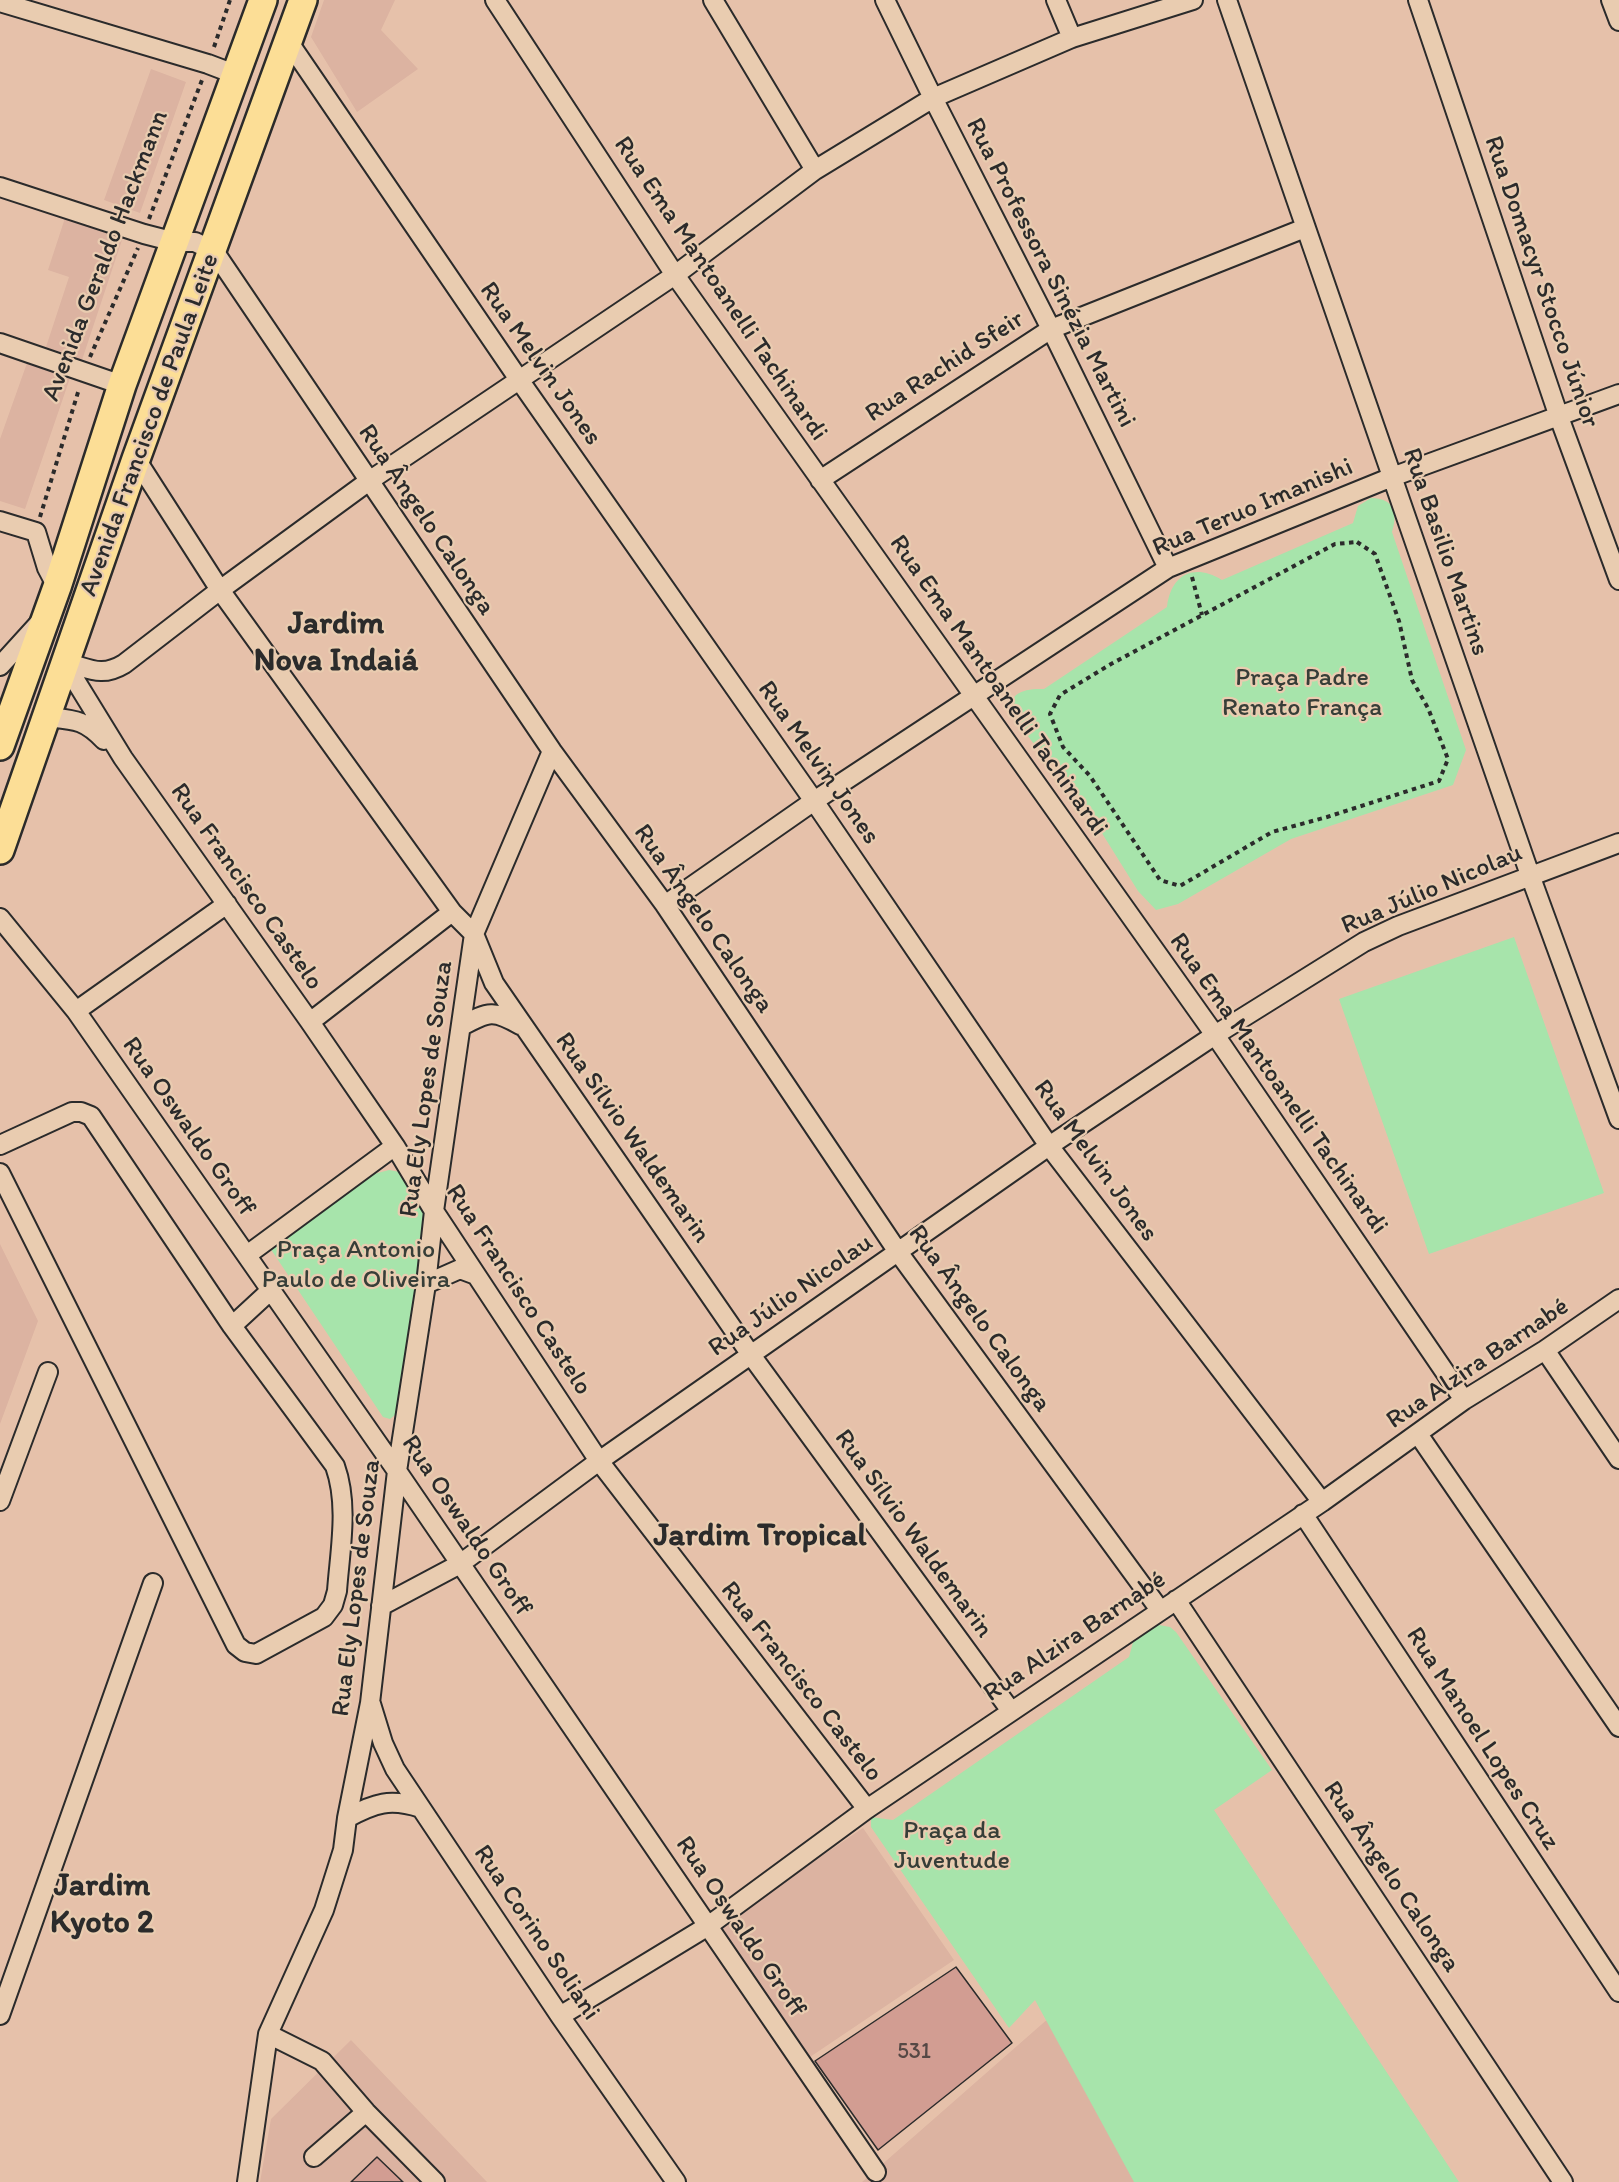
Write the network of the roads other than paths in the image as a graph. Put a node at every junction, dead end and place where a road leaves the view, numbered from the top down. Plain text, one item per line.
1 (263, 0) edge
2 (303, 0) edge
3 (495, 0) edge
4 (713, 0) edge
5 (885, 0) edge
6 (1056, 0) edge
7 (1193, 0) edge
8 (1227, 0) edge
9 (1418, 0) edge
10 (1611, 0) edge
11 (0, 2) edge
12 (1619, 21) edge
13 (1072, 38) junction
14 (288, 41) junction
15 (237, 75) junction
16 (933, 98) junction
17 (815, 170) junction
18 (0, 187) edge
19 (1305, 228) junction
20 (176, 242) junction
21 (214, 251) junction
22 (675, 275) junction
23 (1052, 329) junction
24 (0, 343) edge
25 (520, 381) junction
26 (122, 385) junction
27 (1619, 394) edge
28 (1559, 417) junction
29 (136, 459) junction
30 (1392, 477) junction
31 (819, 480) junction
32 (369, 481) junction
33 (0, 522) edge
34 (1168, 568) junction
35 (1619, 580) edge
36 (57, 587) junction
37 (220, 590) junction
38 (44, 618) junction
39 (64, 662) junction
40 (0, 666) edge
41 (974, 695) junction
42 (46, 717) junction
43 (0, 746) edge
44 (552, 751) junction
45 (123, 758) junction
46 (814, 801) junction
47 (1619, 843) edge
48 (0, 850) edge
49 (1530, 875) junction
50 (227, 904) junction
51 (665, 905) junction
52 (452, 912) junction
53 (0, 918) edge
54 (474, 934) junction
55 (76, 1011) junction
56 (310, 1022) junction
57 (462, 1026) junction
58 (524, 1027) junction
59 (1215, 1035) junction
60 (1619, 1119) edge
61 (0, 1145) edge
62 (395, 1146) junction
63 (1049, 1146) junction
64 (0, 1173) edge
65 (434, 1211) junction
66 (898, 1252) junction
67 (247, 1255) junction
68 (476, 1275) junction
69 (426, 1284) junction
70 (271, 1290) junction
71 (1619, 1299) edge
72 (232, 1326) junction
73 (1545, 1350) junction
74 (751, 1355) junction
75 (48, 1372) dead end
76 (1464, 1400) junction
77 (1418, 1434) junction
78 (1619, 1459) edge
79 (599, 1461) junction
80 (397, 1471) junction
81 (0, 1501) edge
82 (1322, 1502) junction
83 (1303, 1514) junction
84 (460, 1564) junction
85 (153, 1583) dead end
86 (1168, 1605) junction
87 (381, 1606) junction
88 (370, 1703) junction
89 (1011, 1711) junction
90 (1619, 1727) edge
91 (421, 1808) junction
92 (867, 1809) junction
93 (347, 1818) junction
94 (708, 1926) junction
95 (1619, 1992) edge
96 (0, 2015) edge
97 (560, 2016) junction
98 (268, 2034) junction
99 (366, 2112) junction
100 (314, 2157) dead end
101 (876, 2172) dead end
102 (247, 2182) edge
103 (435, 2182) edge
104 (676, 2182) edge
105 (1563, 2182) edge

1 - 15 main road, Avenida Francisco de Paula Leite
2 - 14 main road, Avenida Francisco de Paula Leite
3 - 22 street, Rua Ema Mantoanelli Tachinardi
4 - 17 street
5 - 16 street, Rua Professora Sinézia Martini
6 - 13 street
7 - 13 street
8 - 19 street, Rua Basilio Martins
9 - 28 street, Rua Domacyr Stocco Júnior
10 - 12 street
11 - 15 street
13 - 16 street
14 - 21 main road, Avenida Francisco de Paula Leite
14 - 25 street, Rua Melvin Jones
15 - 20 main road, Avenida Francisco de Paula Leite
16 - 17 street
16 - 23 street, Rua Professora Sinézia Martini
17 - 22 street
18 - 20 street
19 - 23 street, Rua Rachid Sfeir
19 - 30 street, Rua Basilio Martins
20 - 21 street
20 - 26 main road, Avenida Francisco de Paula Leite
21 - 29 main road, Avenida Francisco de Paula Leite
21 - 32 street, Rua Ângelo Calonga
22 - 25 street
22 - 31 street, Rua Ema Mantoanelli Tachinardi
23 - 31 street, Rua Rachid Sfeir
23 - 34 street, Rua Professora Sinézia Martini
24 - 26 street
25 - 32 street
25 - 46 street, Rua Melvin Jones
26 - 36 main road, Avenida Francisco de Paula Leite
27 - 28 street, Rua Teruo Imanishi
28 - 30 street, Rua Teruo Imanishi
28 - 35 street, Rua Domacyr Stocco Júnior
29 - 37 street, Rua Sílvio Waldemarin
29 - 39 main road, Avenida Francisco de Paula Leite
30 - 34 street, Rua Teruo Imanishi
30 - 49 street, Rua Basilio Martins
31 - 41 street, Rua Ema Mantoanelli Tachinardi
32 - 37 street
32 - 44 street, Rua Ângelo Calonga
33 - 36 street
34 - 41 street, Rua Teruo Imanishi
36 - 38 main road, Avenida Francisco de Paula Leite
37 - 39 street
37 - 52 street, Rua Sílvio Waldemarin
38 - 40 street
38 - 43 main road, Avenida Francisco de Paula Leite
39 - 42 main road, Avenida Francisco de Paula Leite
39 - 45 street, Rua Francisco Castelo
41 - 46 street, Rua Teruo Imanishi
41 - 59 street, Rua Ema Mantoanelli Tachinardi
42 - 45 street, Rua Francisco Castelo
42 - 48 main road, Avenida Francisco de Paula Leite
44 - 51 street, Rua Ângelo Calonga
44 - 54 street, Rua Ely Lopes de Souza
45 - 50 street, Rua Francisco Castelo
46 - 51 street, Rua Teruo Imanishi
46 - 63 street, Rua Melvin Jones
47 - 49 street, Rua Júlio Nicolau
49 - 59 street, Rua Júlio Nicolau
49 - 60 street, Rua Basilio Martins
50 - 55 street
50 - 56 street, Rua Francisco Castelo
51 - 66 street, Rua Ângelo Calonga
52 - 54 street, Rua Sílvio Waldemarin
52 - 56 street
53 - 55 street, Rua Oswaldo Groff
54 - 57 street, Rua Ely Lopes de Souza
54 - 58 street, Rua Sílvio Waldemarin
55 - 67 street, Rua Oswaldo Groff
56 - 62 street, Rua Francisco Castelo
57 - 58 street
57 - 65 street, Rua Ely Lopes de Souza
58 - 74 street, Rua Sílvio Waldemarin
59 - 63 street, Rua Júlio Nicolau
59 - 76 street, Rua Ema Mantoanelli Tachinardi
61 - 72 street
62 - 65 street, Rua Francisco Castelo
62 - 67 street
63 - 66 street, Rua Júlio Nicolau
63 - 82 street, Rua Melvin Jones
64 - 72 street
65 - 68 street, Rua Francisco Castelo
65 - 69 street, Rua Ely Lopes de Souza
66 - 74 street, Rua Júlio Nicolau
66 - 86 street, Rua Ângelo Calonga
67 - 70 street, Rua Oswaldo Groff
68 - 69 street
68 - 79 street, Rua Francisco Castelo
69 - 80 street, Rua Ely Lopes de Souza
70 - 72 street
70 - 80 street, Rua Oswaldo Groff
71 - 73 street, Rua Alzira Barnabé
73 - 76 street, Rua Alzira Barnabé
73 - 78 street
74 - 79 street, Rua Júlio Nicolau
74 - 89 street, Rua Sílvio Waldemarin
75 - 81 street
76 - 77 street, Rua Alzira Barnabé
77 - 82 street, Rua Alzira Barnabé
77 - 90 street
79 - 84 street, Rua Júlio Nicolau
79 - 92 street, Rua Francisco Castelo
80 - 84 street, Rua Oswaldo Groff
80 - 87 street, Rua Ely Lopes de Souza
82 - 83 street, Rua Alzira Barnabé
83 - 86 street, Rua Alzira Barnabé
83 - 95 street, Rua Manoel Lopes Cruz
84 - 87 street, Rua Júlio Nicolau
84 - 94 street, Rua Oswaldo Groff
85 - 96 street
86 - 89 street, Rua Alzira Barnabé
86 - 105 street, Rua Ângelo Calonga
87 - 88 street, Rua Ely Lopes de Souza
88 - 91 street, Rua Corino Soliani
88 - 93 street, Rua Ely Lopes de Souza
89 - 92 street, Rua Alzira Barnabé
91 - 93 street
91 - 97 street, Rua Corino Soliani
92 - 94 street, Rua Alzira Barnabé
93 - 98 street, Rua Ely Lopes de Souza
94 - 97 street, Rua Alzira Barnabé
94 - 101 street, Rua Oswaldo Groff
97 - 104 street, Rua Corino Soliani
98 - 99 street
98 - 102 street, Rua Ely Lopes de Souza
99 - 100 street
99 - 103 street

» **TASK GOAL**
In the entries above, how many lines hold the word "Groff"? Answer with the number only.

» **RESULT OF THE EXERCISE**
7